- **What you will do**
A verbatim reproduction of the lines below, from the line containing "thumb cmc: (274, 179)" through the line containing "pinky tip: (263, 130)", both ends included, is the whole required output.

- **Dataset**

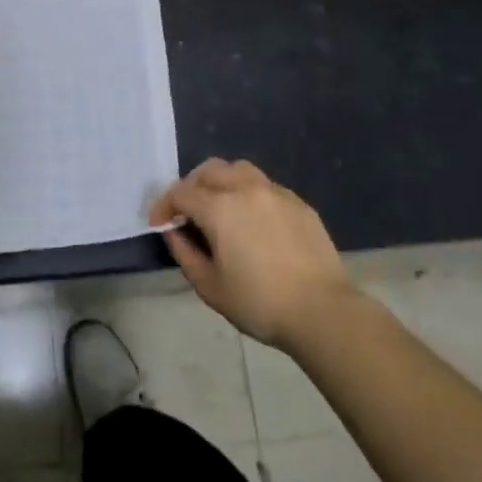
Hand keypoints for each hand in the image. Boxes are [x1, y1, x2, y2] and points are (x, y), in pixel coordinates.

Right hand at [150, 158, 355, 351]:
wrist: (322, 311)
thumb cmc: (259, 303)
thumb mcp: (209, 286)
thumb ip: (184, 252)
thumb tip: (173, 230)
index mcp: (219, 208)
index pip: (180, 193)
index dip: (163, 206)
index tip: (159, 224)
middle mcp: (246, 189)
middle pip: (209, 170)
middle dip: (191, 186)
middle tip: (187, 212)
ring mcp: (276, 193)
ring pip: (239, 170)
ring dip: (221, 182)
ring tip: (219, 207)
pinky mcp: (299, 203)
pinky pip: (265, 186)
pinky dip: (249, 194)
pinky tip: (253, 221)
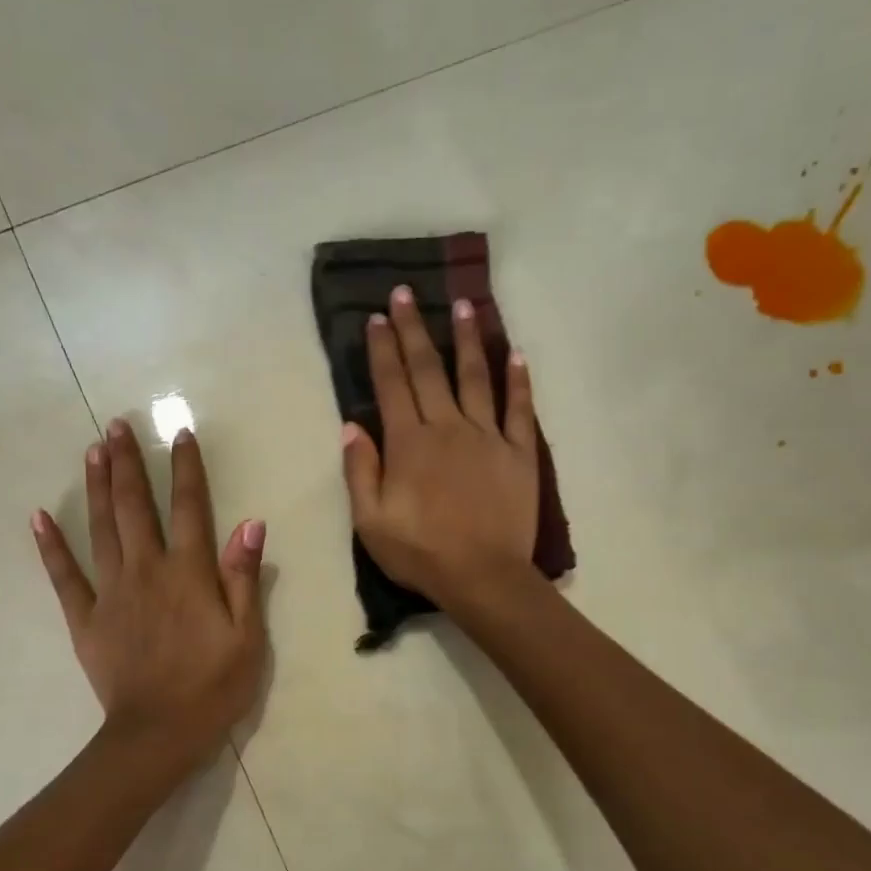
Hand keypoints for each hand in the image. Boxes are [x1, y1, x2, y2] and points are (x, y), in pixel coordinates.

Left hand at [33, 419, 267, 766]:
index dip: (186, 469)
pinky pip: (64, 577)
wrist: (159, 734)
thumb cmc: (214, 687)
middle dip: (128, 464)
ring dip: (97, 487)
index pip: (191, 508)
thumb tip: (249, 524)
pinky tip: (39, 516)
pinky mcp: (86, 619)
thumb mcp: (248, 636)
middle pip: (136, 507)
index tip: (180, 433)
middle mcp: (147, 571)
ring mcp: (111, 593)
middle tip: (117, 425)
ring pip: (101, 529)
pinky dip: (51, 546)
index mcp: (189, 574)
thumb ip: (244, 578)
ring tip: (92, 451)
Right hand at [341, 286, 540, 608]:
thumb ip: (359, 471)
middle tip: (406, 294)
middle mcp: (448, 427)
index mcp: (409, 443)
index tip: (376, 318)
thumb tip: (351, 426)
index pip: (392, 385)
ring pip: (475, 377)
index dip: (382, 350)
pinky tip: (515, 354)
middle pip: (428, 370)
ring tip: (463, 306)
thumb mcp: (371, 522)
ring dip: (467, 340)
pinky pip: (519, 408)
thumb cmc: (421, 553)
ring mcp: (488, 437)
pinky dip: (518, 380)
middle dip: (414, 330)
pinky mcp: (520, 453)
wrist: (484, 577)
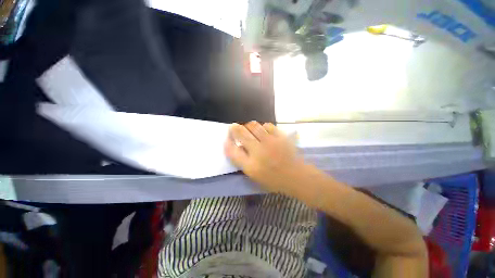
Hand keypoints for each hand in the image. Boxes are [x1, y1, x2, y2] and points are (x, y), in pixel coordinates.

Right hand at [224, 121, 307, 194]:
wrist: (296, 176)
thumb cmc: (274, 179)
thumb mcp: (255, 175)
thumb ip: (243, 161)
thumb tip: (237, 146)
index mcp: (251, 165)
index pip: (232, 150)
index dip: (227, 142)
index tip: (227, 138)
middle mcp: (259, 151)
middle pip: (241, 133)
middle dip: (234, 128)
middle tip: (233, 127)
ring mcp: (270, 142)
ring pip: (253, 125)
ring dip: (248, 126)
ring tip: (248, 128)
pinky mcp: (280, 136)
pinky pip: (267, 125)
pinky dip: (262, 126)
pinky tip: (263, 130)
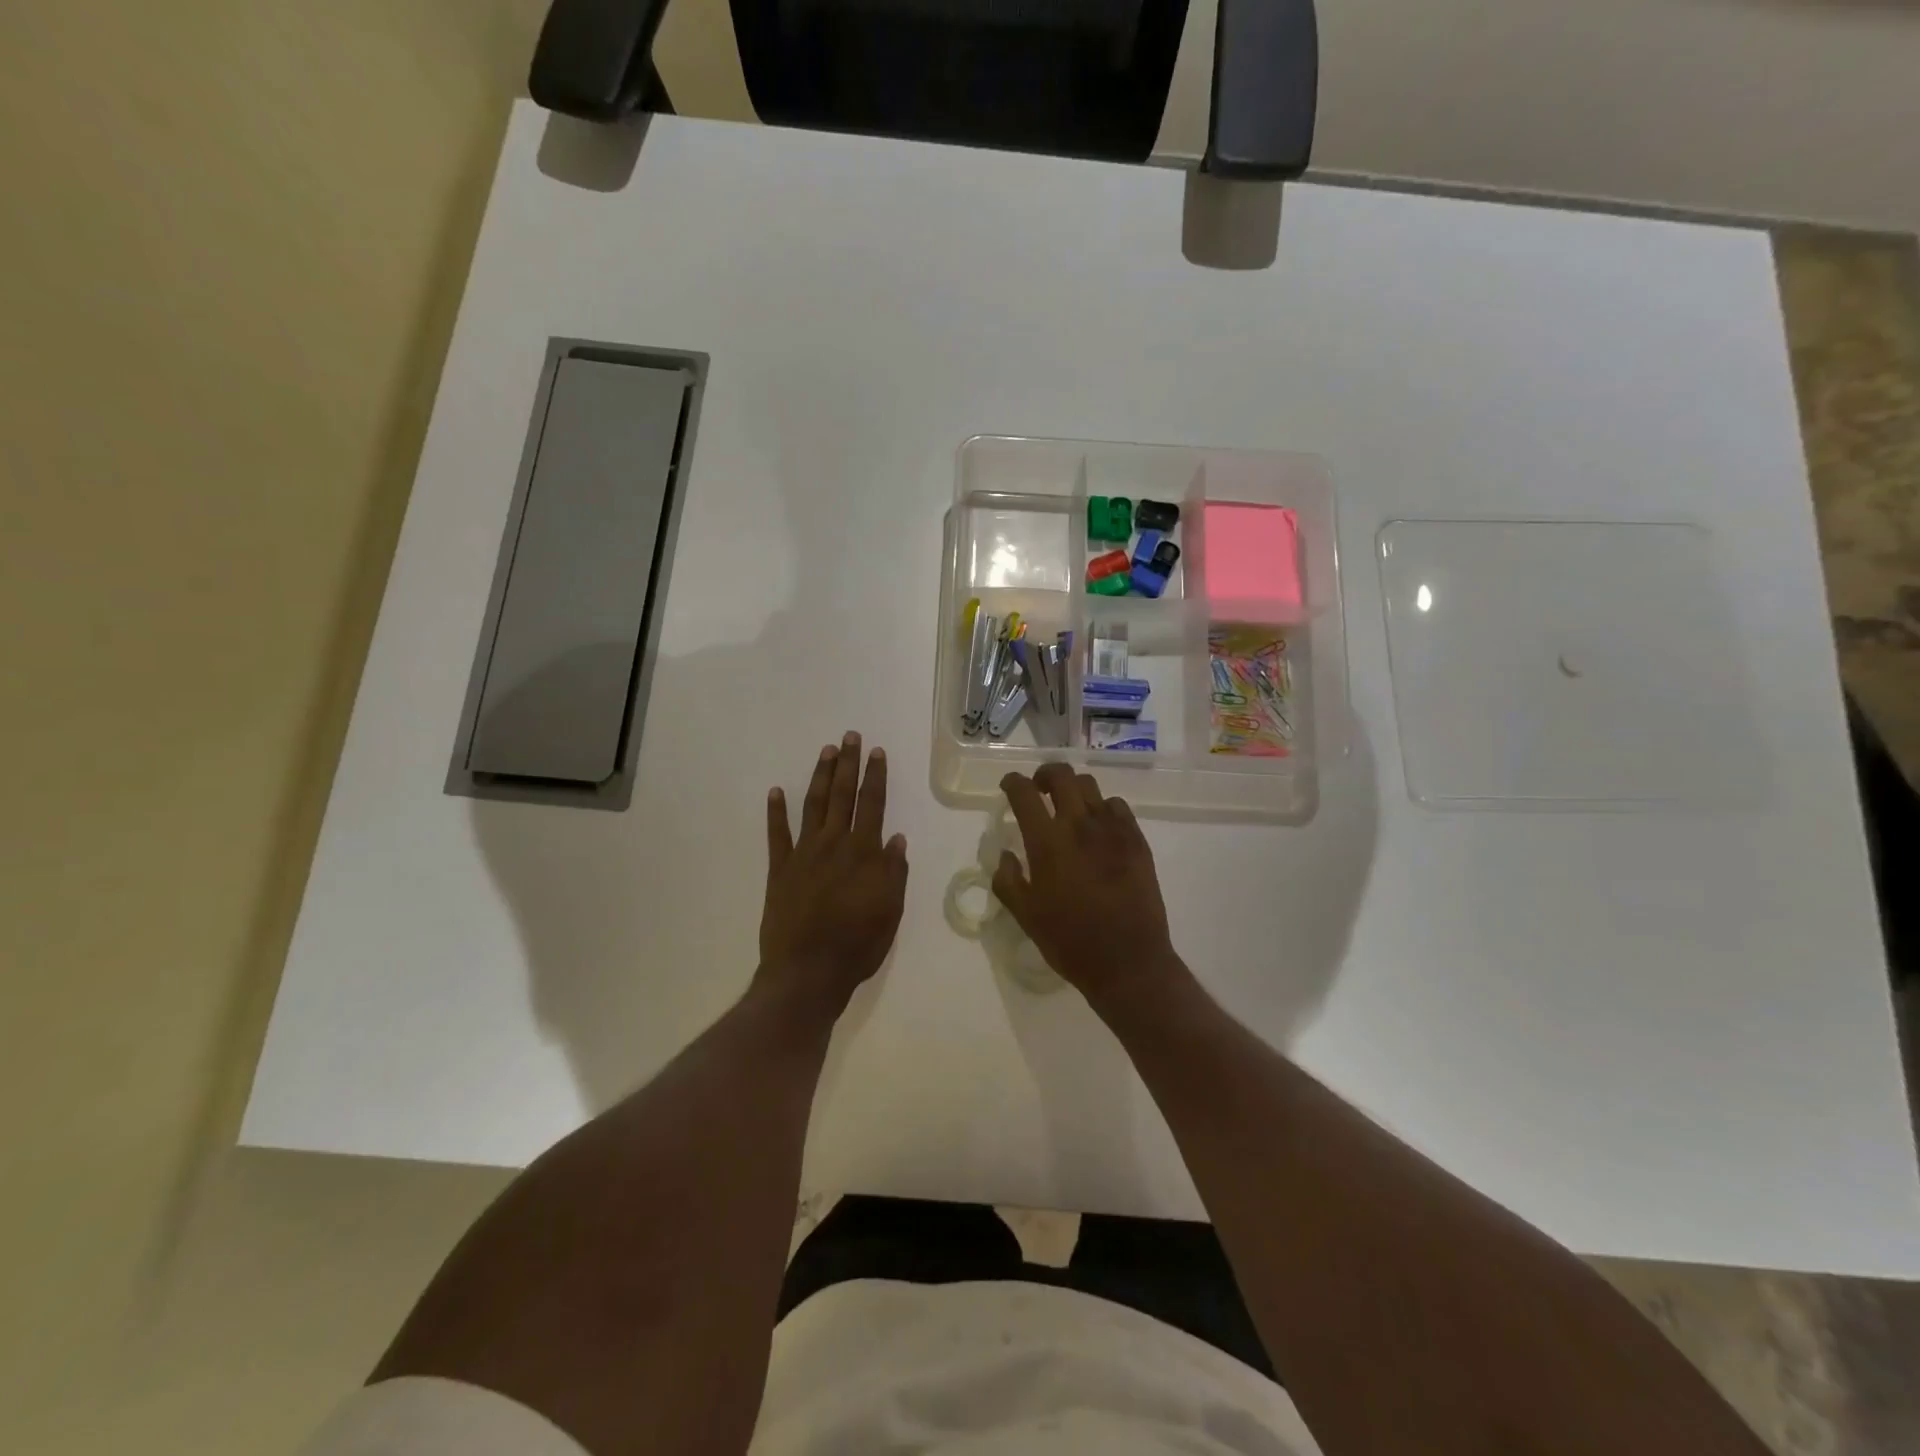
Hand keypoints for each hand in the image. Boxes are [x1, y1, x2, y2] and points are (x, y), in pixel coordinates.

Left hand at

- **Result below**
thumb cmc: (274, 179)
thumb mcp: (255, 175)
thumb ip: (243, 161)
thumb tip: (237, 146)
index mcp: (251, 165)
index pip: (232, 150)
index dip: (227, 142)
index tip: (227, 138)
middle mcp: (259, 151)
middle pip: (241, 133)
middle dip: (234, 128)
middle tip: (233, 127)
ring mcp: (270, 142)
ring pip: (253, 125)
ring dip: (248, 126)
ring tip: (248, 128)
pinky mcp: (280, 136)
pinky pip: (267, 125)
pinky dip: (262, 126)
pinky tip: (263, 130)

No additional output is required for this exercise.